We could choose to ignore the UN report or pick holes in the science. We can also bemoan government inaction at tackling such a serious problem.

But I would argue that Yorkshire, the first part of the world to industrialise, is a major cause of the problem and we should therefore be part of the solution.

The UN report points to the best risk prevention strategy as a combination of adaptation and mitigation, but what does this mean and how can we play our part?

Compare climate change to a train trundling across America. Some way down the track, we are not sure how far, the bridge is out and disaster looms. Do we want to be the ones to sit back and watch the train wreck, or do we want to be the hero?

The more CO2 we emit the faster the train goes. We should be trying to both stop the train (mitigation) and repair the bridge (adaptation). Adaptation can involve developing resilient crop varieties, building flood prevention measures and possibly removing entire populations from low-lying islands.

Stopping the train involves reducing global CO2 emissions. This is harder than it seems. The only global reduction in emissions since records began was the one per cent reduction in 2008 from the global recession.

Emissions recovered the following year, much faster than world economies. This illustrates the scale of the problem; to stop the train we need to decarbonise our global energy supplies by 50 per cent or more by 2050 and we will need every weapon in our arsenal to do this. The decision by Siemens to invest in a wind turbine manufacturing plant in Hull is a great start.

We also desperately need to develop large-scale carbon capture technologies; Yorkshire is well placed to potentially capture the large amount of CO2 from its power stations and bury it in offshore oil and gas fields. We will also need considerable nuclear power.

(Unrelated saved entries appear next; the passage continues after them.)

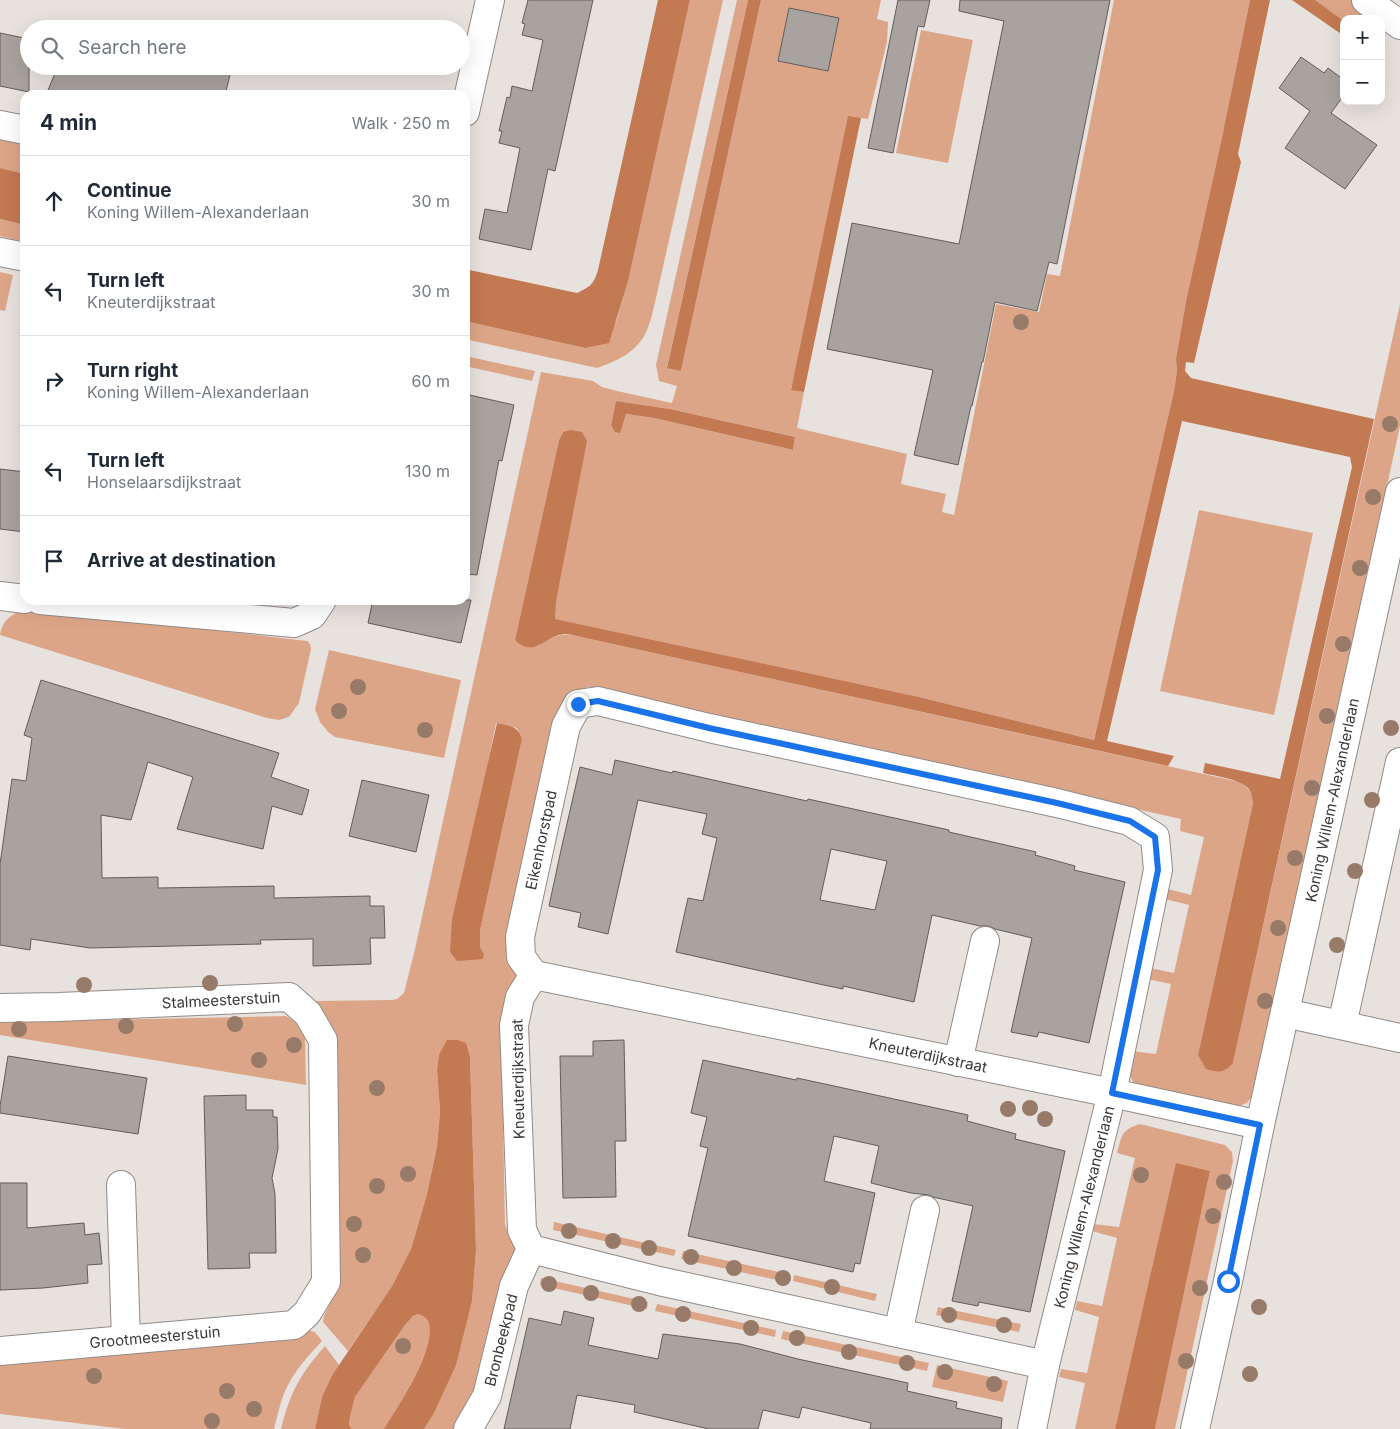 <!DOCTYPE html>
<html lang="en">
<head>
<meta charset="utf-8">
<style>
  :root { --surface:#fff; --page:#f2f2f3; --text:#1f2937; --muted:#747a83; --line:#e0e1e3 }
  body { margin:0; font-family:Inter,sans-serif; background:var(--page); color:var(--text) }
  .controls { position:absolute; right:15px; top:15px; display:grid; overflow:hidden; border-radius:10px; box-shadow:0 5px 20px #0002 }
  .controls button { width:45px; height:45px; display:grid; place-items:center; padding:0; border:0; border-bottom:1px solid var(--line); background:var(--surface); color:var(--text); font:25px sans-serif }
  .stop { position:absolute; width:15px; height:15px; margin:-11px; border:4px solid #1a73e8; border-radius:50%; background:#fff }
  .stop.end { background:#1a73e8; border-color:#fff; box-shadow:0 1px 5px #0008 }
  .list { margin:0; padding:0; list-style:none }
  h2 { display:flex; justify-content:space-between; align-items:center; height:65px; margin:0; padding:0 20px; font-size:21px }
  h2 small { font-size:16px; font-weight:400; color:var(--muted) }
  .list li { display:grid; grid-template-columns:32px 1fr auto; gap:15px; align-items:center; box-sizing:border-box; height:90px; padding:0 20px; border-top:1px solid var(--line) }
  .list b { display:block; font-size:19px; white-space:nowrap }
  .list p { margin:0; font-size:16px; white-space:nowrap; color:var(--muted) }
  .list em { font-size:16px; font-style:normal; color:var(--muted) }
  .icon { flex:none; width:28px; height:28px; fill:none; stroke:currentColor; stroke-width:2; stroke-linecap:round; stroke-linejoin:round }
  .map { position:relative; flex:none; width:1400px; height:1429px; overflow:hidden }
  .search { position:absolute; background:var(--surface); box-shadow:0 5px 20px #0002; left:20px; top:20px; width:450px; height:55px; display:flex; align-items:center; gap:12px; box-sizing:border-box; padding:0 18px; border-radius:28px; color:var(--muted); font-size:19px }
  .panel { position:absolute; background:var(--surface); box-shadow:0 5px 20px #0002; left:20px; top:90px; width:450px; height:515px; border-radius:15px }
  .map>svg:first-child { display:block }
  .green { fill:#dda588; fill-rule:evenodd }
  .water { fill:#c37951 }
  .building { fill:#a9a3a0; stroke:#625d5a; fill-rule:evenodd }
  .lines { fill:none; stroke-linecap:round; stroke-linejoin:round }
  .minor-casing { stroke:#918b88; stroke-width:30 }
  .minor { stroke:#fff; stroke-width:28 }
  .tree { fill:#987a68 }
  .route { stroke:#1a73e8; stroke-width:6 }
  .labels { text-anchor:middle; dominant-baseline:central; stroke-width:4; stroke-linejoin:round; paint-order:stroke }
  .street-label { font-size:15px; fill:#3b3938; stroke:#fff }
</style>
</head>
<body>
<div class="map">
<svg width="1400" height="1429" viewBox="0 0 1400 1429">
  <rect width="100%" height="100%" fill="#e8e2df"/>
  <g class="green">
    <path d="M690,0H723L654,307C652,315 650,323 647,330C638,352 617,361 597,368L465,339V321L585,348L616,322L628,282Z"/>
    <path d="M737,0H748L667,367L681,371L761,0H881L877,19L888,22L887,42L868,119L861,118L791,389L804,392L797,428L907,454L901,484L946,494L942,512L954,515L996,304L1039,312L1047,274L1060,276L1114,0H1250L1221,142L1186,301L1176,359L1177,371L1174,391L1094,740L919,697L554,619L563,432L559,440L515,640L538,646C549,639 559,633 572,635L1240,782C1249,788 1252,793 1253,803L1198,1055L1233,1063L1400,304V426L1255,1092L1247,1103L1233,1108L1136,1086C1126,1073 1130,1065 1132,1051L1156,1054L1171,984L1147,979L1150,968L1174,973L1189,905L1165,899L1168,889L1191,895L1204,837L1180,831L1181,819L588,687L579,691L519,976C513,990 504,1003 501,1018L505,1224L509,1237L516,1248L493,1349L458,1429H424L433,1415L472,1301L476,1250L470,1057L439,1055L437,1069L440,1112L437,1145L427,1194L411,1249L392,1286L348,1351L323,1322L324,1316L336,1291L333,1037L328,1019L316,1001L393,1000L397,999L404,993L415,949L541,372L593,381L602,387L617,391L672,403L677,386L659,381L656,365ZM616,401L670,409L795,437L793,450L654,418L625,414L611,425ZM496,723L517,728L522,739L480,930V947L484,954L450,953Z"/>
    <polygon points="1315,0 1351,0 1377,19 1344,19 1344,21"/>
    <polygon points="921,30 973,40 948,163 896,153"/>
    <polygon points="0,135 25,140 25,174 0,168"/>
    <polygon points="0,219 25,225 25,242 0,236"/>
    <polygon points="0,272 13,275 5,311 0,310"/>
    <polygon points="465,356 535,371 532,381 465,366"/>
    <polygon points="1199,510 1313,533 1274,715 1160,691"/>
    <path d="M24,609H34L307,641L310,644L311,649L299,703L289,717L279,720L267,718L0,635C3,619 10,616 24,609Z"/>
    <polygon points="329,650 461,680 444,758 335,737 328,732 320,722 315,709"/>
    <polygon points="286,1016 297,1023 305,1036 306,1085 0,1035 0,1022"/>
    <path d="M1140,1124L1225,1145L1232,1152L1233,1161L1175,1429H1155L1210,1171L1176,1164L1115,1429H1075L1085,1383L1059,1377L1061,1369L1087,1373L1099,1317L1075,1310L1077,1301L1102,1306L1117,1238L1092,1231L1093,1224L1119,1227L1135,1158L1117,1153C1122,1135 1121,1130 1140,1124Z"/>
    <polygon points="554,1222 676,1250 674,1256 553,1230"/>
    <polygon points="683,1251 788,1274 786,1282 681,1259"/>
    <polygon points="794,1275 877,1294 875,1301 793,1281"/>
    <polygon points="541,1278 648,1302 647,1309 540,1285"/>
    <polygon points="657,1304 776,1330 775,1337 655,1311"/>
    <polygon points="938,1307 1021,1324 1019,1332 936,1315"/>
    <path d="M418,1314C423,1316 428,1318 429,1324C435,1350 398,1405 385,1429H352L349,1425L350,1417L355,1397L405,1325L413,1316Z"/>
    <path d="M307,1330L315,1332L322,1341C309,1355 297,1368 288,1385C281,1398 278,1414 274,1429H125L0,1414V1362Z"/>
    <polygon points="783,1331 929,1363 927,1371 781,1339"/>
    <path d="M325,1346L339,1365L322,1397L315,1429H281C290,1393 300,1374 325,1346Z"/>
    <polygon points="937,1365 1008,1381 1003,1402 932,1387"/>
  </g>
  <g class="water">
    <path d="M658,0H690L628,282L609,343L585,348L465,321V269L577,293C590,287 594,284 598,270Z"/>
    <polygon points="748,0 761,0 681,371 667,368"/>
    <path d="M1250,0H1270L1238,154L1241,162L1194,363L1186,362L1185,371L1191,378L1374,419L1233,1063C1224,1073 1218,1073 1206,1069L1198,1055L1253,803C1252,798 1252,793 1248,788C1240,779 1215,776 1203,773L1205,763L1280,779L1352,467L1350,457L1182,421L1107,741L1174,756L1168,766L572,635C570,634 567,634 564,634C544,636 535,659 515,640L559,440L563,432L571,430L582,432L587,441L556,601L555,619L919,697L1094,740L1174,391L1177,371L1176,359L1186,301L1221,142Z"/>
    <polygon points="1292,0 1315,0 1344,21 1344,36"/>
    <polygon points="848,116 861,118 804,392 791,390"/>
    <polygon points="0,168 25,174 25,225 0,219"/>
    <polygon points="616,401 670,409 795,437 793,450 654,418 626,414 620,433 615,432 611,425"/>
    <path d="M497,723C509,726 518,725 522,739L480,930V947L484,954L483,959L457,961L450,952L452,919Z"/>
    <path d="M447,1040H457L466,1043L470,1057L476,1250L472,1301L456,1365L433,1415L424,1429H384C398,1406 435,1351 429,1324C428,1318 423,1316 418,1314L413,1316L405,1325L355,1397L350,1417L349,1425L352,1429H315L322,1397L333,1374L392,1286L411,1249L427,1194L437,1146L440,1112L437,1069L439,1055Z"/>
    <polygon points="1176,1163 1210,1171 1155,1429 1115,1429"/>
  </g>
  <g class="building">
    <polygon points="528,0 593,0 555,171 548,169 531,250 479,239 485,209 507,213 520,148 499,143 502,131 499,131 507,97 510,98 512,86 532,91 543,40 522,35 525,24 522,23"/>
    <polygon points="898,0 930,0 924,27 918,26 893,153 868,148"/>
    <polygon points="960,0 1110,0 1057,264 1049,262 1037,311 995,302 983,362 982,362 972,406 971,406 958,465 914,455 933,370 827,349 852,223 959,244 1004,21 959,11"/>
    <polygon points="789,8 839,18 828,71 778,61"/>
    <polygon points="0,33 29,39 29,92 0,86"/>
    <polygon points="1301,57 1324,73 1328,68 1344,80 1344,95 1331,113 1377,145 1345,189 1285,148 1310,111 1279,88"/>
    <polygon points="58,66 210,66 231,71 225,95 46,95"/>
    <polygon points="465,394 514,405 502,461 499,460 477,575 465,574"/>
    <polygon points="0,469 25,472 25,532 0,529"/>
    <polygon points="373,600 471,600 461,643 368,623"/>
    <polygon points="41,680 279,753 271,777 309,790 302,815 272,806 263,849 177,829 193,777 148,762 131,820 101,815 102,878 158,877 158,888 274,886 274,898 370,896 370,906 384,906 385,938 370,938 371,964 313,966 313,939 260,940 261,944 90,948 31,939 30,950 0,945 0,864 12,779 26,781 32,738 24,735"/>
    <path d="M615,760L672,773L673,771L807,801L808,799L949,830V832L1036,852L1035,855L1075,866L1074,870L1125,882L1089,1043L1039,1032L1037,1037L1011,1032L1032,938L995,929L989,926H980L932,915L914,1002L843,986V989L819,984L676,952L688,898L703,901L717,838L702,834L707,814L638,800L608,934L578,927L581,913L549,906L561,850L580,767L612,775ZM831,849L887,861L875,910L820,900Z"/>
    <polygon points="362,780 429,795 416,852 349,836"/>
    <polygon points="624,1040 626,1141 615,1141 616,1197 563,1198 560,1056 593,1056 593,1041"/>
    <polygon points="8,1056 147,1078 138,1134 0,1113 0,1106"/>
    <polygon points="703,1060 796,1080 797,1078 968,1115 967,1121 1016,1134 1015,1139 1065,1151 1030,1312 979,1302 978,1306 952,1301 973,1206 933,1197 929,1195 911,1193 871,1183 879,1146 834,1136 824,1181 875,1193 860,1264 855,1263 853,1272 688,1236 708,1148 700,1146 707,1117 691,1113"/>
    <polygon points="246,1095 246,1110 273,1110 273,1117 277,1117 278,1149 272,1178 275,1194 276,1253 249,1253 250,1268 208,1269 204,1096"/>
    <polygon points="0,1183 27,1183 27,1228 84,1223 85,1235 99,1233 102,1264 87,1265 88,1283 43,1288 0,1290"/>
    <polygon points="564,1311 594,1318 588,1345 658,1359 663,1334 740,1344 798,1359 908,1383 907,1391 957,1402 956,1408 1002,1418 1001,1429 870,1429 871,1423 802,1407 799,1418 763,1410 758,1429 709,1429 634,1412 635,1405 577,1395 570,1429 504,1429 529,1318 561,1325"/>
  </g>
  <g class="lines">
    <defs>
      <g id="minor">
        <polyline points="1366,0 1400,25"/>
        <polyline points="465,112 490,0"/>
        <polyline points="0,125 25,130"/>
        <polyline points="0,252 25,257"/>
        <polyline points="0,596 25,599"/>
        <polyline points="40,600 294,623 312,615 322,600"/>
        <polyline points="534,975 521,957 520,937 566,726 578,704 598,701 709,728 1057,803 1129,821 1155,837 1158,870 1112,1093 1045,1365 1032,1429"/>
        <polyline points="534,975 1112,1093 1260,1125"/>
        <polyline points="0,1008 59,1007 289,997 308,1014 323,1040 326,1282 307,1313 294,1325 0,1351"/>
        <polyline points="1285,1013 1400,1038"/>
        <polyline points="1342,1025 1400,762"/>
        <polyline points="958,1062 985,941"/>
        <polyline points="121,1185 126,1340"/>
        <polyline points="531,1249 659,1281 1045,1365"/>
        <polyline points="531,1249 522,1230 514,1025 520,997 534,975"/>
        <polyline points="898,1333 925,1210"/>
        <polyline points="468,1429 487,1396 514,1286 531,1249"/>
        <polyline points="1195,1429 1228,1281 1260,1125 1400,492"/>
      </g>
    </defs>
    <use href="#minor" class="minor-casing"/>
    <use href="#minor" class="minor"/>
  </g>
  <g class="tree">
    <circle cx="1021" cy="322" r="8"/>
    <circle cx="1390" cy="424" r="8"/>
    <circle cx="1373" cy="497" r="8"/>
    <circle cx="1360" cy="568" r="8"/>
    <circle cx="1343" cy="644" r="8"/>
    <circle cx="358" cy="687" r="8"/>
    <circle cx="339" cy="711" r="8"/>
    <circle cx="1327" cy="716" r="8"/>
    <circle cx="1391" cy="728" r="8"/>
    <circle cx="425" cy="730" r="8"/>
    <circle cx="1312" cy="788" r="8"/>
    <circle cx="1372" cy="800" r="8"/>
    <circle cx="1295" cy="858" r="8"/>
    <circle cx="1355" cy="871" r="8"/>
    <circle cx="1278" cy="928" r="8"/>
    <circle cx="1337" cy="945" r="8"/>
    <circle cx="210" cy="983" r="8"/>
    <circle cx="84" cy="985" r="8"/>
    <circle cx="1265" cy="1001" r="8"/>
    <circle cx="235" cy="1024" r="8"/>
    <circle cx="126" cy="1026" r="8"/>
    <circle cx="19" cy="1029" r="8"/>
    <circle cx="294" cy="1045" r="8"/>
    <circle cx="259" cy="1060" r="8"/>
    <circle cx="377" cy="1088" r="8"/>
    <circle cx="1030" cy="1108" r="8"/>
    <circle cx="1008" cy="1109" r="8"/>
    <circle cx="1045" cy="1119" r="8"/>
    <circle cx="408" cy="1174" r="8"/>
    <circle cx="1141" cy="1175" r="8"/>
    <circle cx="1224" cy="1182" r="8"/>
    <circle cx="377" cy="1186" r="8"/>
    <circle cx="1213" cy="1216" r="8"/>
    <circle cx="354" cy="1224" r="8"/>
    <circle cx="569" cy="1231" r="8"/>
    <circle cx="613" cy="1241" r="8"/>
    <circle cx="649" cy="1248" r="8"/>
    <circle cx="363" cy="1255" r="8"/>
    <circle cx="691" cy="1257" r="8"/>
    <circle cx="734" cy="1268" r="8"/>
    <circle cx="783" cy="1278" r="8"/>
    <circle cx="549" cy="1284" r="8"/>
    <circle cx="832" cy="1287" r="8"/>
    <circle cx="1200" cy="1288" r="8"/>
    <circle cx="591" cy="1293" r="8"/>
    <circle cx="639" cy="1304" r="8"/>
    <circle cx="1259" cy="1307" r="8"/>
    <circle cx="683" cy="1314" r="8"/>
    <circle cx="949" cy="1315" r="8"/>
    <circle cx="1004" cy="1325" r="8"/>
    <circle cx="751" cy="1328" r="8"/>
    <circle cx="797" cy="1338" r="8"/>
    <circle cx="403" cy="1346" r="8"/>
    <circle cx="849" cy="1352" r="8"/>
    <circle cx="1186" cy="1361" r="8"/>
    <circle cx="907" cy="1363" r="8"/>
    <circle cx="945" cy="1372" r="8"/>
    <circle cx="1250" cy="1374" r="8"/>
    <circle cx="94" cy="1376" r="8"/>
    <circle cx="994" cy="1384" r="8"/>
    <circle cx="227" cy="1391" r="8"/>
    <circle cx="254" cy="1409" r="8"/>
    <circle cx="212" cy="1421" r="8"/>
  </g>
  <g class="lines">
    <polyline class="route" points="578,704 598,701 709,728 1057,803 1130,821 1155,837 1158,870 1112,1093 1260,1125 1228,1281"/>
  </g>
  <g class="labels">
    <g class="street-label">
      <text transform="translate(1332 800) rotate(-78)">Koning Willem-Alexanderlaan</text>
      <text transform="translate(541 840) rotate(-78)">Eikenhorstpad</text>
      <text transform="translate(221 1000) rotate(-3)">Stalmeesterstuin</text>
      <text transform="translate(928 1055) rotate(12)">Kneuterdijkstraat</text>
      <text transform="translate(518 1079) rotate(-91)">Kneuterdijkstraat</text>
      <text transform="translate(1084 1207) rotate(-76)">Koning Willem-Alexanderlaan</text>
      <text transform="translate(155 1337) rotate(-5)">Grootmeesterstuin</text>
      <text transform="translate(501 1340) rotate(-76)">Bronbeekpad</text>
    </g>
  </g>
</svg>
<div class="controls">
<button>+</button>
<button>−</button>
</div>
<div class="stop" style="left:1228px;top:1281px"></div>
<div class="stop end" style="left:578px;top:704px"></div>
<div class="search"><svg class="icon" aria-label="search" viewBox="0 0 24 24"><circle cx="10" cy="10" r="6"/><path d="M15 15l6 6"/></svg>Search here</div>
<section class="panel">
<h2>4 min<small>Walk · 250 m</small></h2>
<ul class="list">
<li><svg class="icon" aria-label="ahead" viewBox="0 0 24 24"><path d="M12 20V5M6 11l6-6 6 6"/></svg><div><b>Continue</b><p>Koning Willem-Alexanderlaan</p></div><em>30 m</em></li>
<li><svg class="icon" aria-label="left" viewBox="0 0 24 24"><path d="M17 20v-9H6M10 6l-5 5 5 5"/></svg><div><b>Turn left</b><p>Kneuterdijkstraat</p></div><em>30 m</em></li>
<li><svg class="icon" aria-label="right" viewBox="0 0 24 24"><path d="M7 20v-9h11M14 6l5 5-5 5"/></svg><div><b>Turn right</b><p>Koning Willem-Alexanderlaan</p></div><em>60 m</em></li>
<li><svg class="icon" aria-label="left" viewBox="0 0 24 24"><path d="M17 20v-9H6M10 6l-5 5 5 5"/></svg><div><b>Turn left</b><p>Honselaarsdijkstraat</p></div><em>130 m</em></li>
<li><svg class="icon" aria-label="arrive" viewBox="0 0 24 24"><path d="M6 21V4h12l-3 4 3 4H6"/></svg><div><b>Arrive at destination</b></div></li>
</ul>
</section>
</div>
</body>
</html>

We are each responsible for around 10 tonnes of CO2 emissions per year, roughly the same amount of CO2 as a hectare of forest sequesters.

One of the first things to do to reduce our emissions should be to insulate our draughty houses – this country has one 
of the worst housing stocks in Europe. 
If, rather than pay for the gas, we contracted British Gas to keep our home at 20 degrees, it would be in their interest to make sure that our home was as insulated as possible. Protecting or planting a tree, especially in the rain forest, is also a great way to reduce our carbon footprint.

Piers Forster is professor of physical climate change at the University of Leeds and a Royal Society Wolfson Merit Award Holder.